(What to do):
Every line of the material must appear in the answer exactly as it does here.

(Provided records):
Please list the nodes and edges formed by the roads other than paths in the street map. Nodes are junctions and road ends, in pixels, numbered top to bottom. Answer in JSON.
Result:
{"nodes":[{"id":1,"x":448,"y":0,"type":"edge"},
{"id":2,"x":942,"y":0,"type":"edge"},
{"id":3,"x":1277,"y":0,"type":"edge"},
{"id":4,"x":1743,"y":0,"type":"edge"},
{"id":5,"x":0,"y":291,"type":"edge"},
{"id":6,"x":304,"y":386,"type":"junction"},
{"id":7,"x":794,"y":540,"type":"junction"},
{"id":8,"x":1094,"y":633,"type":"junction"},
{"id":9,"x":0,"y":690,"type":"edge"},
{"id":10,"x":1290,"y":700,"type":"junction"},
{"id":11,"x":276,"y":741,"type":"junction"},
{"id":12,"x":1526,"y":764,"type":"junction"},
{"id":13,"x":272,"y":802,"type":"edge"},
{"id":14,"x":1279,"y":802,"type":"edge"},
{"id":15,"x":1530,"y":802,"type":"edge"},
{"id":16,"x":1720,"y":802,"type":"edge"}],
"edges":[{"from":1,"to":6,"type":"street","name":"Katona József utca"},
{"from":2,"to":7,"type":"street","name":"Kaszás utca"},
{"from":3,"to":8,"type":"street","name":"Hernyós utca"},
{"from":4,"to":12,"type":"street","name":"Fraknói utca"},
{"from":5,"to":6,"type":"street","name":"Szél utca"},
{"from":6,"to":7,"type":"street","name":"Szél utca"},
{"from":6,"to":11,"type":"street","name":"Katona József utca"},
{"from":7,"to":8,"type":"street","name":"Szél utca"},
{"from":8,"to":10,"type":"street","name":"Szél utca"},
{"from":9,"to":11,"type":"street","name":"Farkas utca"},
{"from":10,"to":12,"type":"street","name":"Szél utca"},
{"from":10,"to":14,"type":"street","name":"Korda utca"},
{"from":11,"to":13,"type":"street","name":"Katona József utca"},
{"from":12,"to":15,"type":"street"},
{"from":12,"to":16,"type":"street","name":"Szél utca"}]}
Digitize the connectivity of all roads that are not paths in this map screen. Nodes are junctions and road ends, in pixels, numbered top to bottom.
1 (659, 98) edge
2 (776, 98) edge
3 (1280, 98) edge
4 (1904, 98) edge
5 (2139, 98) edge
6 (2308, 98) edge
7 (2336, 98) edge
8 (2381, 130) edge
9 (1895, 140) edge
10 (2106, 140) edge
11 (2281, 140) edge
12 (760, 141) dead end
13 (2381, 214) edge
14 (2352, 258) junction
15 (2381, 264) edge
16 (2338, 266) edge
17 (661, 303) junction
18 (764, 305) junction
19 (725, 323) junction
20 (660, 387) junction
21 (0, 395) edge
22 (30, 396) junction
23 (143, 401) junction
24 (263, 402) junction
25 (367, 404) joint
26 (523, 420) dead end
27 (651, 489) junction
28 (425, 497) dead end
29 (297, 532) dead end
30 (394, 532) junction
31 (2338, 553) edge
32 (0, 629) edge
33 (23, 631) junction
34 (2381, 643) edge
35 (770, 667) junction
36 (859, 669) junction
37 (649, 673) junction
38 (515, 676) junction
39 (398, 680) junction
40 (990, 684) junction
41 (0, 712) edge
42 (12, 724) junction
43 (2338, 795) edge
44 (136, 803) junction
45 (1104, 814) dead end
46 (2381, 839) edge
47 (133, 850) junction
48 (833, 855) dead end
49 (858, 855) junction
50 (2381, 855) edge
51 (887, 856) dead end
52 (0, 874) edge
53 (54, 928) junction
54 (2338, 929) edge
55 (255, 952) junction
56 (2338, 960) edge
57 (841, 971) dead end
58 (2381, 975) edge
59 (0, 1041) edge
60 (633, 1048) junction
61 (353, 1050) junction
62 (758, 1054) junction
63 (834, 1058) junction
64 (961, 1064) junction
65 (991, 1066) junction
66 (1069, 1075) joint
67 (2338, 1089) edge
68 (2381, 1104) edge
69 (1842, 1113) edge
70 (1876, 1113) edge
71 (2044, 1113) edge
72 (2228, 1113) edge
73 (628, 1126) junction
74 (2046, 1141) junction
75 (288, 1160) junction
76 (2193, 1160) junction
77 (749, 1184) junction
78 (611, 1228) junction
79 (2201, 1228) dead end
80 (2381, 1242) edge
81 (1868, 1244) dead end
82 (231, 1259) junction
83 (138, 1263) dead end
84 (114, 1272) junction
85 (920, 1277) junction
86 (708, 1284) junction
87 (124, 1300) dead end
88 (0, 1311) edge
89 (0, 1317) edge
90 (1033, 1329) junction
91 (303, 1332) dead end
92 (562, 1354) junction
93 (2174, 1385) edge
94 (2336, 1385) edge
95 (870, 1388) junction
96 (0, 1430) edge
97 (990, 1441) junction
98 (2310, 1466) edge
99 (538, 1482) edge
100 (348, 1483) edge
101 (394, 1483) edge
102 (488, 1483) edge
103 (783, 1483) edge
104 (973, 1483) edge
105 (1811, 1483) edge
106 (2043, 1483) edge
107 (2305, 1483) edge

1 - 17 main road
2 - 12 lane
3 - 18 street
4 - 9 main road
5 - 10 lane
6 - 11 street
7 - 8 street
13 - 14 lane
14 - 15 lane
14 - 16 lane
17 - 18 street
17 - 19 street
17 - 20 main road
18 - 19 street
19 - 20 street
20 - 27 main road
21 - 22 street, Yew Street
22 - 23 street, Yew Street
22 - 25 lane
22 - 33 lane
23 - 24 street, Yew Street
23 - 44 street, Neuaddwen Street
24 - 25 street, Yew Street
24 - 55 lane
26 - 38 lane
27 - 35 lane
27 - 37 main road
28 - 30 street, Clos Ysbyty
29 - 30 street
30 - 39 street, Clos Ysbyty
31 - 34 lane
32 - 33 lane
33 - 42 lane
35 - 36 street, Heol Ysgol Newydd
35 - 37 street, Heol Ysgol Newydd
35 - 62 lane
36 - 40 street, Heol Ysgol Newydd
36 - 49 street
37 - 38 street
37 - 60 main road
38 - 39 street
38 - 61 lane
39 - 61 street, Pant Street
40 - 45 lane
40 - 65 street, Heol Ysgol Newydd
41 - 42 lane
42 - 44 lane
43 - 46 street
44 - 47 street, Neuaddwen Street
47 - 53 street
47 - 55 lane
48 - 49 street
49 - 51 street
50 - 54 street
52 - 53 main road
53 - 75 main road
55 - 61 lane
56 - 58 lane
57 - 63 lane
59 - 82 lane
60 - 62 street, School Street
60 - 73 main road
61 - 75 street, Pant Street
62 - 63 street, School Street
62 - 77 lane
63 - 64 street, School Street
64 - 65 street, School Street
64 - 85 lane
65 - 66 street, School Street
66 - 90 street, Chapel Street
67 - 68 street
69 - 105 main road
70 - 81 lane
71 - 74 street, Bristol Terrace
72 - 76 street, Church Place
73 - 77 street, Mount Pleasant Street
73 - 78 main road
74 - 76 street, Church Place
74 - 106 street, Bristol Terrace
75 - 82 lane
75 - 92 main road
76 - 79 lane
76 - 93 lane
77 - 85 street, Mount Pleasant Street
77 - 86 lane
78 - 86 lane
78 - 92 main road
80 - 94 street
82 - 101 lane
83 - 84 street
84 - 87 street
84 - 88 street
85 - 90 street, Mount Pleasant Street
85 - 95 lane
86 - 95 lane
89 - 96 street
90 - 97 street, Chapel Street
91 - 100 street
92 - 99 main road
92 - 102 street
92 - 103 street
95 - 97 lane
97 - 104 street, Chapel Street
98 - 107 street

(Answer to this problem):
Please list the nodes and edges formed by the roads other than paths in the street map. Nodes are junctions and road ends, in pixels, numbered top to bottom. Answer in JSON.
Result:
{"nodes":[{"id":1,"x":448,"y":0,"type":"edge"},
{"id":2,"x":942,"y":0,"type":"edge"},
{"id":3,"x":1277,"y":0,"type":"edge"},
{"id":4,"x":1743,"y":0,"type":"edge"},
{"id":5,"x":0,"y":291,"type":"edge"},
{"id":6,"x":304,"y":386,"type":"junction"},
{"id":7,"x":794,"y":540,"type":"junction"},
{"id":8,"x":1094,"y":633,"type":"junction"},
{"id":9,"x":0,"y":690,"type":"edge"},
{"id":10,"x":1290,"y":700,"type":"junction"},
{"id":11,"x":276,"y":741,"type":"junction"},
{"id":12,"x":1526,"y":764,"type":"junction"},
{"id":13,"x":272,"y":802,"type":"edge"},
{"id":14,"x":1279,"y":802,"type":"edge"},
{"id":15,"x":1530,"y":802,"type":"edge"},
{"id":16,"x":1720,"y":802,"type":"edge"}],
"edges":[{"from":1,"to":6,"type":"street","name":"Katona József utca"},
{"from":2,"to":7,"type":"street","name":"Kaszás utca"},
{"from":3,"to":8,"type":"street","name":"Hernyós utca"},
{"from":4,"to":12,"type":"street","name":"Fraknói utca"},
{"from":5,"to":6,"type":"street","name":"Szél utca"},
{"from":6,"to":7,"type":"street","name":"Szél utca"},
{"from":6,"to":11,"type":"street","name":"Katona József utca"},
{"from":7,"to":8,"type":"street","name":"Szél utca"},
{"from":8,"to":10,"type":"street","name":"Szél utca"},
{"from":9,"to":11,"type":"street","name":"Farkas utca"},
{"from":10,"to":12,"type":"street","name":"Szél utca"},
{"from":10,"to":14,"type":"street","name":"Korda utca"},
{"from":11,"to":13,"type":"street","name":"Katona József utca"},
{"from":12,"to":15,"type":"street"},
{"from":12,"to":16,"type":"street","name":"Szél utca"}]}
Digitize the connectivity of all roads that are not paths in this map screen. Nodes are junctions and road ends, in pixels, numbered top to bottom.
1 (659, 98) edge
2 (776, 98) edge
3 (1280, 98) edge
4 (1904, 98) edge
5 (2139, 98) edge
6 (2308, 98) edge
7 (2336, 98) edge
8 (2381, 130) edge
9 (1895, 140) edge
10 (2106, 140) edge
11 (2281, 140) edge
12 (760, 141) dead end
13 (2381, 214) edge
14 (2352, 258) junction
15 (2381, 264) edge
16 (2338, 266) edge
17 (661, 303) junction
18 (764, 305) junction
19 (725, 323) junction
20 (660, 387) junction
21 (0, 395) edge
22 (30, 396) junction
23 (143, 401) junction
24 (263, 402) junction
25 (367, 404) joint
26 (523, 420) dead end
27 (651, 489) junction
28 (425, 497) dead end
29 (297, 532) dead end
30 (394, 532) junction
31 (2338, 553) edge
32 (0, 629) edge
33 (23, 631) junction
34 (2381, 643) edge
35 (770, 667) junction
36 (859, 669) junction
37 (649, 673) junction
38 (515, 676) junction
39 (398, 680) junction
40 (990, 684) junction
41 (0, 712) edge
42 (12, 724) junction
43 (2338, 795) edge
44 (136, 803) junction
45 (1104, 814) dead end
46 (2381, 839) edge
47 (133, 850) junction
48 (833, 855) dead end
49 (858, 855) junction
50 (2381, 855) edge
51 (887, 856) dead end
52 (0, 874) edge
53 (54, 928) junction
54 (2338, 929) edge
55 (255, 952) junction
56 (2338, 960) edge
57 (841, 971) dead end
58 (2381, 975) edge
59 (0, 1041) edge
60 (633, 1048) junction
61 (353, 1050) junction
62 (758, 1054) junction
63 (834, 1058) junction
64 (961, 1064) junction
65 (991, 1066) junction
66 (1069, 1075) joint
67 (2338, 1089) edge
68 (2381, 1104) edge
69 (1842, 1113) edge
70 (1876, 1113) edge
71 (2044, 1113) edge
72 (2228, 1113) edge
73 (628, 1126) junction
74 (2046, 1141) junction
75 (288, 1160) junction
76 (2193, 1160) junction
77 (749, 1184) junction
78 (611, 1228) junction
79 (2201, 1228) dead end
80 (2381, 1242) edge
81 (1868, 1244) dead end
82 (231, 1259) junction
83 (138, 1263) dead end
84 (114, 1272) junction
85 (920, 1277) junction
86 (708, 1284) junction
87 (124, 1300) dead end
88 (0, 1311) edge
89 (0, 1317) edge
90 (1033, 1329) junction
91 (303, 1332) dead end
92 (562, 1354) junction
93 (2174, 1385) edge
94 (2336, 1385) edge
95 (870, 1388) junction
96 (0, 1430) edge
97 (990, 1441) junction
98 (2310, 1466) edge
99 (538, 1482) edge
100 (348, 1483) edge
101 (394, 1483) edge
102 (488, 1483) edge
103 (783, 1483) edge
104 (973, 1483) edge
105 (1811, 1483) edge
106 (2043, 1483) edge
107 (2305, 1483) edge

1 - 17 main road
2 - 12 lane
3 - 18 street
4 - 9 main road
5 - 10 lane
6 - 11 street
7 - 8 street
13 - 14 lane
14 - 15 lane
14 - 16 lane
17 - 18 street
17 - 19 street
17 - 20 main road
18 - 19 street
19 - 20 street
20 - 27 main road
21 - 22 street, Yew Street
22 - 23 street, Yew Street
22 - 25 lane
22 - 33 lane
23 - 24 street, Yew Street
23 - 44 street, Neuaddwen Street
24 - 25 street, Yew Street
24 - 55 lane
26 - 38 lane
27 - 35 lane
27 - 37 main road
28 - 30 street, Clos Ysbyty
29 - 30 street
30 - 39 street, Clos Ysbyty
31 - 34 lane
32 - 33 lane
33 - 42 lane
35 - 36 street, Heol Ysgol Newydd
35 - 37 street, Heol Ysgol Newydd
35 - 62 lane
36 - 40 street, Heol Ysgol Newydd
36 - 49 street
37 - 38 street
37 - 60 main road
38 - 39 street
38 - 61 lane
39 - 61 street, Pant Street
40 - 45 lane
40 - 65 street, Heol Ysgol Newydd
41 - 42 lane
42 - 44 lane
43 - 46 street
44 - 47 street, Neuaddwen Street
47 - 53 street
47 - 55 lane
48 - 49 street
49 - 51 street
50 - 54 street
52 - 53 main road
53 - 75 main road
55 - 61 lane
56 - 58 lane
57 - 63 lane
59 - 82 lane
60 - 62 street, School Street
60 - 73 main road
61 - 75 street, Pant Street
62 - 63 street, School Street
62 - 77 lane
63 - 64 street, School Street
64 - 65 street, School Street
64 - 85 lane
65 - 66 street, School Street
66 - 90 street, Chapel Street
67 - 68 street
69 - 105 main road
70 - 81 lane
71 - 74 street, Bristol Terrace
72 - 76 street, Church Place
73 - 77 street, Mount Pleasant Street
73 - 78 main road
74 - 76 street, Church Place
74 - 106 street, Bristol Terrace
75 - 82 lane
75 - 92 main road
76 - 79 lane
76 - 93 lane
77 - 85 street, Mount Pleasant Street
77 - 86 lane
78 - 86 lane
78 - 92 main road
80 - 94 street
82 - 101 lane
83 - 84 street
84 - 87 street
84 - 88 street
85 - 90 street, Mount Pleasant Street
85 - 95 lane
86 - 95 lane
89 - 96 street
90 - 97 street, Chapel Street
91 - 100 street
92 - 99 main road
92 - 102 street
92 - 103 street
95 - 97 lane
97 - 104 street, Chapel Street
98 - 107 street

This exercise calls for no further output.